И, насладившись недоумением хозяина, сват поведал ему, что рыжая Ципойра согласна выйти за него замуж. Вы, пожалуй, спросите: «Как же сват этого добился?!» Так вы будете смеяться. Любовным романом! Книжкой, в смысле. Заходит к ней в лавку, в руках книжка. То, да сё…
— Опять сватать пришли?
— Да Б-г с вами, нужны вы мне!
— Зачем же тогда? Не жемчуг же покупать?
— А почему бы и нет?
— Для кого же? Неужто и для вас невеста нашлась?
И так далее. Слово за слово.
— А что это у вас за книга?
— Да что вам книга? Вы и читать-то, поди, не умеете.
— Я не умею?! Так бы вам не уметь сватать, как я умею читать!

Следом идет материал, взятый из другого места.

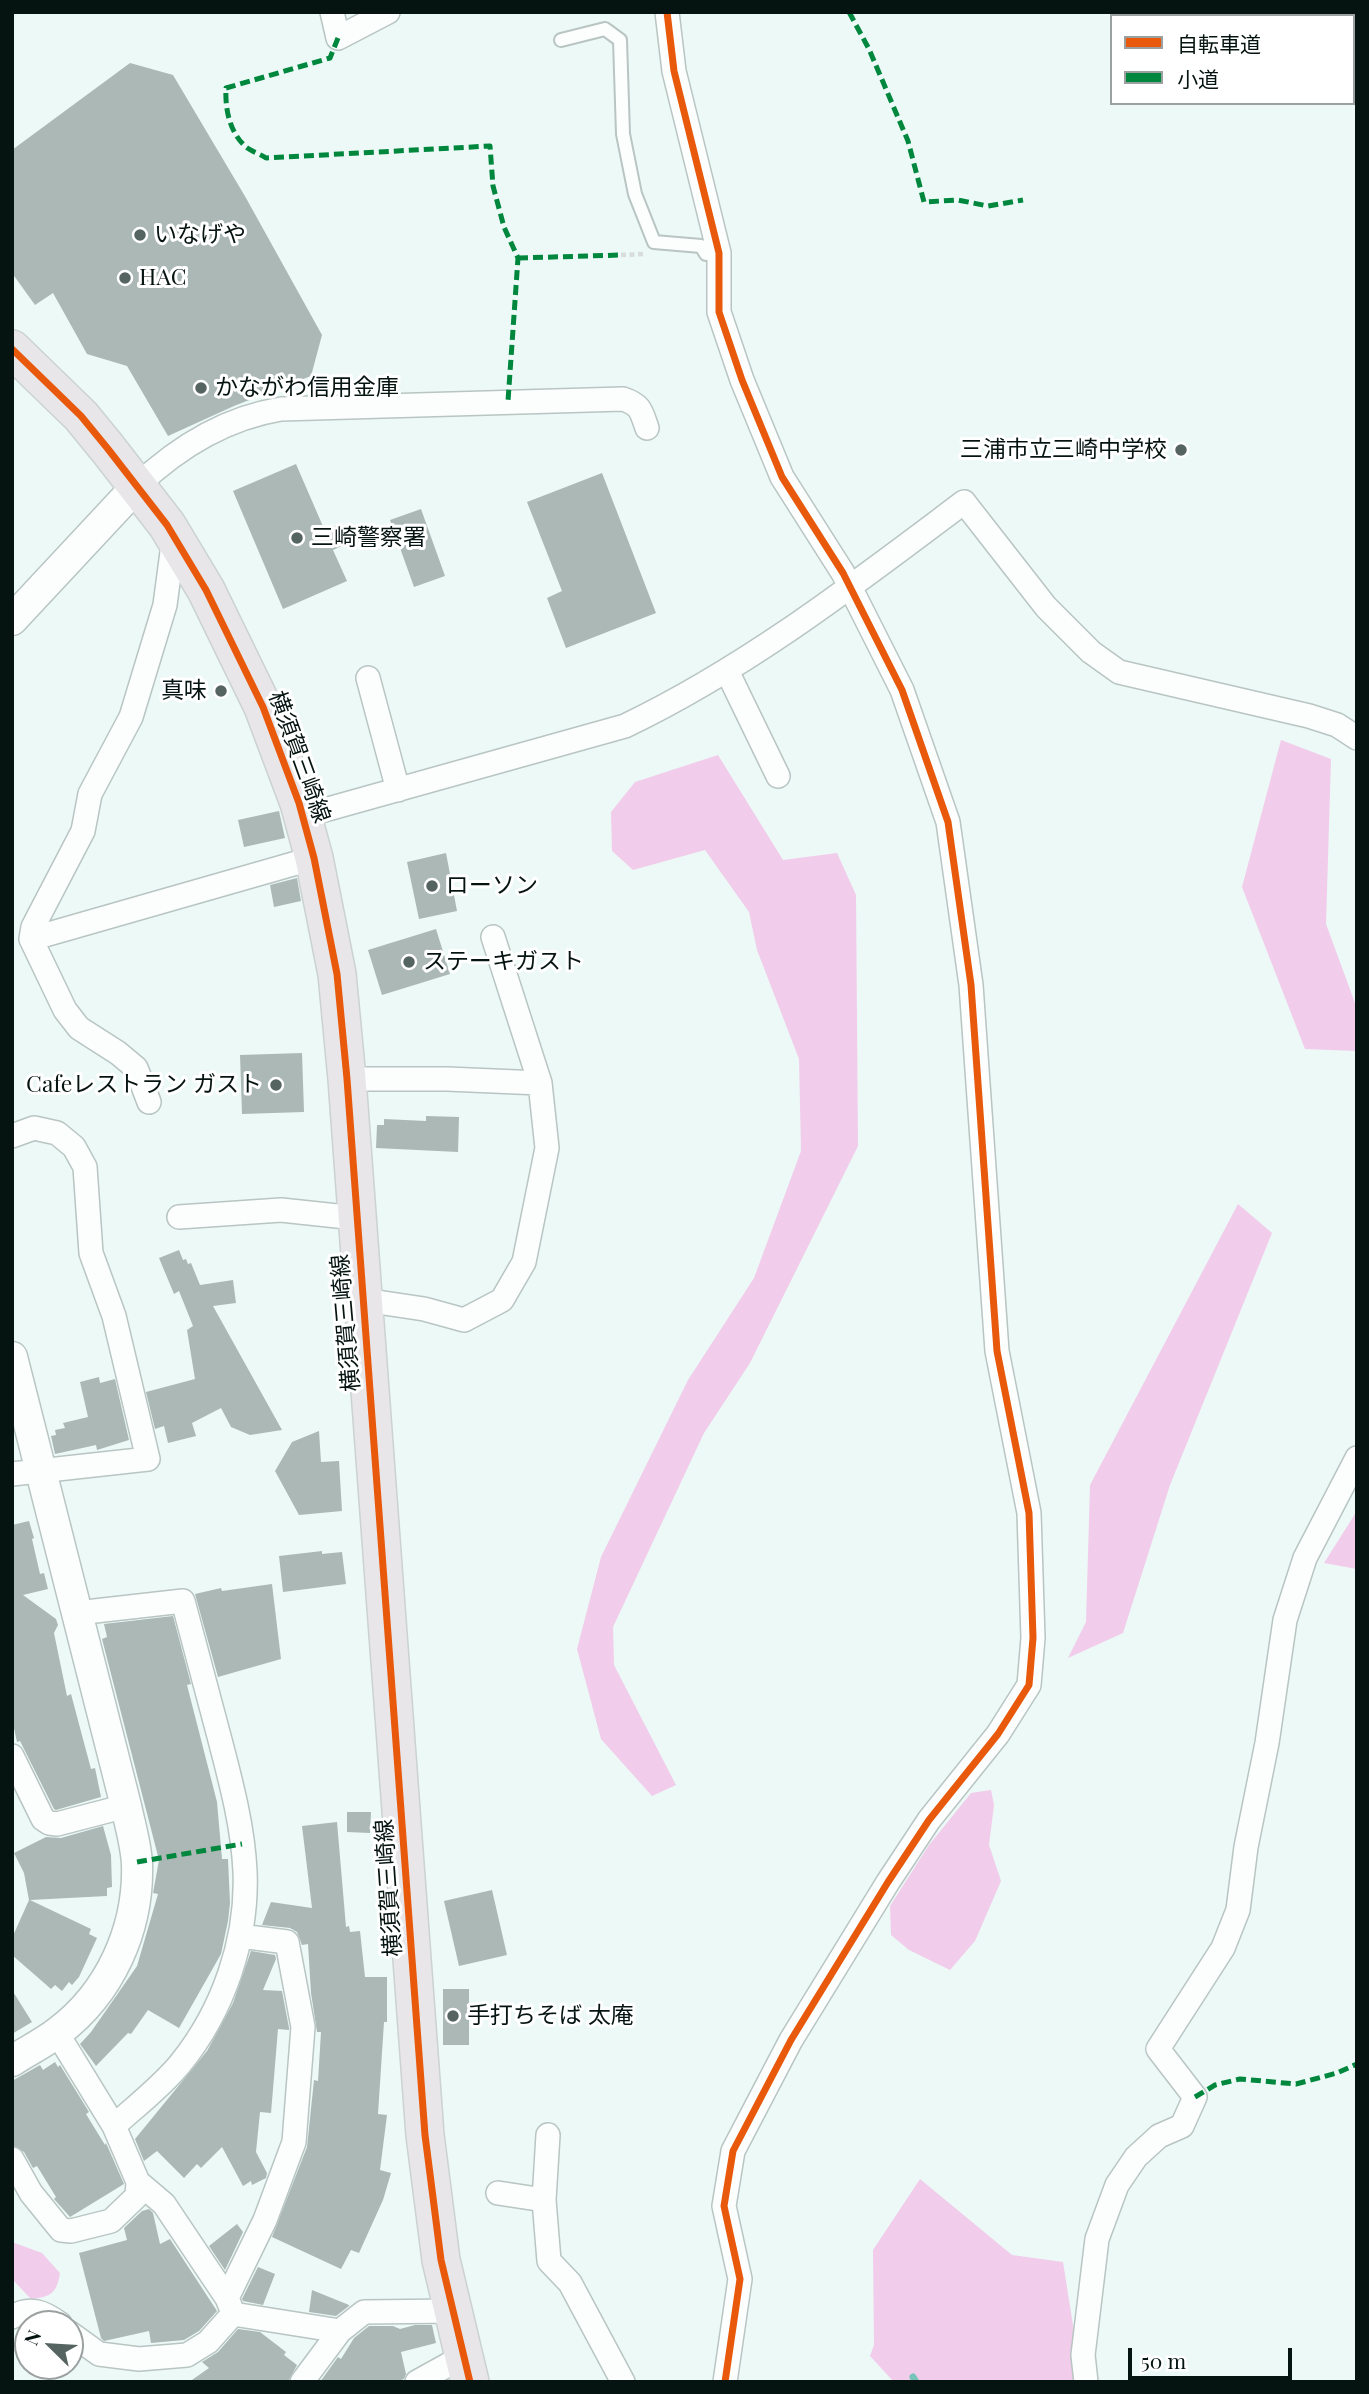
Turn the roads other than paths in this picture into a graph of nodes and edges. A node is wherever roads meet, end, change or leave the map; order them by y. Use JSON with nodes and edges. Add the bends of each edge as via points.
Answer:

— Ну так прочтите заглавие, коли умеете.
— «Разочаровался»…
— Да что вы читаете! Я ж вам говорю, заглавие прочтите, а не то что тут нацарапал кто-то на обложке!
— «Цветы и слезы».
— Подумать только! И правда, грамотная.
В общем, осталась книга у Ципойры. И кто бы мог подумать, до чего впечатлительной окажется эта вдова и чувствительной к художественному слову. Как по волшебству, какая-то клепка у нее в голове перевернулась- лед растаял, фантазии зацвели, чувства женские от спячки проснулись. А результат: четыре древка — и под балдахин!
Январь 1937 г. Колыма.
С середины января в лагерь повалили новые этапы в количестве, прежде невиданном! Началось уплотнение. Усилилась борьба за выполнение производственного плана. Стали избавляться от «балласта», «филонов», в каковую категорию зачисляли всех доходяг, не вырабатывающих нормы. Дошла очередь и до Михайлова. Однажды вечером, в конце рабочей смены, бригадир сказал Михайлову, что назавтра он получит одиночный замер. Это было равносильно смертному приговору. Это означало, что результаты труда Михайлова будут оцениваться не в составе совокупной дневной выработки бригады, а отдельно. Отдельно же Михайлов давно уже не мог выполнить и трети нормы. Михайлова ждало дело о саботаже и вредительстве, и закончиться это должно было расстрелом. Надо было освобождать места для новой массы рабсилы, валом валившей с материка. Этапы прибывали и днем, и ночью.